Belief in Oneself is One of The Greatest Motivators | Sales Motivation
You must believe in you because if you don’t, nobody else will! More importantly, if you believe in you, that you can, you are already building a positive attitude of mind.
Don’t say, ‘I can’t’, as this is a dangerous negative that is being actively fed into the most valuable assets any human being has – the brain, the mind, the thinking process. Far too few people value these great assets. Surely the greatest investment people can make is to invest in themselves, because it is only themselves who will provide for the whole of their life and who will provide for their loved ones. Isn’t it extraordinary how few people will spend money in that direction!
How many friends of yours will take themselves along to a course to learn some new ideas, as well as some old? How many friends do you know who regularly spend money on buying personal development or self-improvement books? The best investment you will ever make is investment in yourself. It may sound fairly basic to say that you have to put up with yourself for the rest of your life, and by spending a little money from time to time on books or CDs, the worst that can happen is that you will become more knowledgeable with potential power. You will have enhanced the value of your greatest personal asset. It is desperately sad that so few people invest in themselves.
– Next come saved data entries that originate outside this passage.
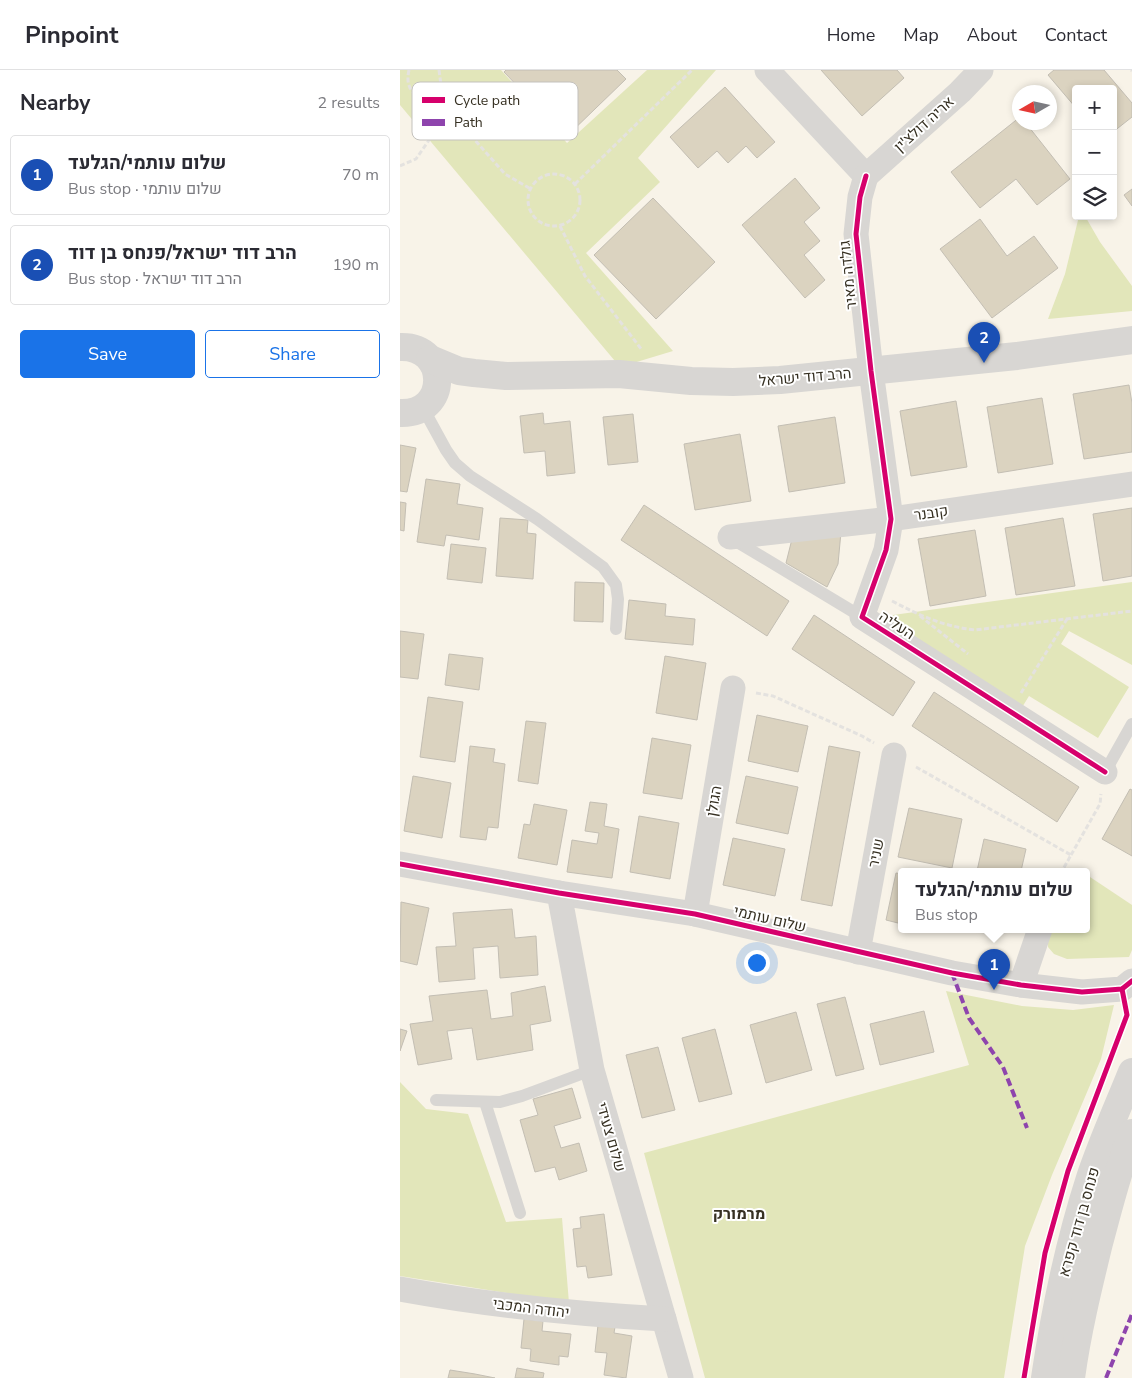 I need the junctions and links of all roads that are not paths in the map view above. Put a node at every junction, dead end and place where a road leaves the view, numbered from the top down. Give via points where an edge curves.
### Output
1 (767, 70) edge
2 (981, 70) edge
3 (866, 176) junction
4 (1132, 340) edge
5 (410, 348) edge
6 (871, 371) junction
7 (506, 376) junction
8 (418, 407) edge
9 (1132, 484) edge
10 (891, 519) junction
11 (730, 537) joint
12 (862, 617) junction
13 (616, 629) dead end
14 (733, 688) dead end
15 (1132, 724) edge
16 (894, 755) dead end
17 (1105, 772) joint
18 (400, 864) edge
19 (559, 893) junction
20 (695, 914) junction
21 (1039, 933) edge
22 (858, 952) junction
23 (1132, 981) edge
24 (1021, 985) junction
25 (592, 1070) junction
26 (1132, 1072) edge
27 (436, 1100) dead end
28 (485, 1102) junction
29 (1132, 1133) edge
30 (520, 1213) dead end
31 (400, 1289) edge
32 (664, 1319) junction
33 (681, 1378) edge
34 (1045, 1378) edge
35 (1070, 1378) edge

1 - 3 street
2 - 3 street, אריה דולצ'ין
3 - 6 street, גולדה מאיר via 856,234
4 - 6 street, הרב דוד ישראל
5 - 7 street, הרב דוד ישראל via 459,371
5 - 8 street via 436,368 438,379 437,390
6 - 7 street, הרב דוד ישראל via 733,382 619,374
6 - 10 street, העליה
7 - 8 street, הרב דוד ישראל
8 - 13 lane via 462,470 603,566 616,585
9 - 10 street, קובנר
10 - 11 street, קובנר
10 - 12 street, העליה via 886,550
11 - 12 lane
12 - 17 street, העליה
14 - 20 street, הגולן
15 - 17 lane
16 - 22 street, שניר
18 - 19 street, שלום עותמי
19 - 20 street, שלום עותמי
19 - 25 street, שלום צעידי
20 - 22 street, שלום עותמי
21 - 24 street
22 - 24 street, שלום עותמי
23 - 24 street, שלום עותמי via 1122,989 1082,992
25 - 28 lane via 522,1096
25 - 32 street, שלום צעידי
26 - 34 street, פנחס בן דוד קפרא via 1100,1149 1079,1216 1058,1301
27 - 28 lane
28 - 30 lane
29 - 35 street, פנחס בן דוד קפרא via 1094,1262
31 - 32 street, יהודה המכבי via 573,1313
32 - 33 street, שלום צעידי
They take their greatest asset for granted. At worst they don’t even bother to think that it might need revitalizing from time to time, that it does get tired, that it does forget, and that it does fail to deliver at peak performance.
Whenever the brain is fed the command instruction, ‘I can’t’, it will respond by thinking of ways that it can’t. It becomes active in thinking of new ways to prove that it can’t, until finally it comes up with ways it can’t that it has never thought of before! On the other hand, when it is given the command ‘I can’, it will quickly respond to become creative and to think of ways that it can.
Again, let’s be realistic about bringing the balance between downright stupid goals and those that are realistically attainable. Through past experiences or conditioning you may have to remove what I can best describe as false ceilings in the mind. These arise from past failures or negative experiences, but you must catch yourself saying, ‘I can’t’ or ‘I’m not even going to try because I tried that before and it didn’t work then, so I am not going to try again now.’
The well-documented story of Dr Roger Bannister, the first person to break the world record of running a four-minute mile, makes the point very well. It had been said that the human frame was not built in such a way that it could run a mile in less than four minutes. It had never been done before. Bannister knew he could run a quarter-mile in under a minute and he clearly pictured in his mind stringing together these four quarter-miles to such an extent that he knew he could do it. He believed in Roger Bannister. He then broke that world record. Within days other people were running a mile in under four minutes! They built their own belief in themselves because they knew that if he could do it, so could they.
There is nothing wrong in this philosophy, but there are times when you will have to be the pioneer – when you will have to be the Roger Bannister. However, by setting the goal and by planning its achievement, you will be giving yourself a chance to believe in you.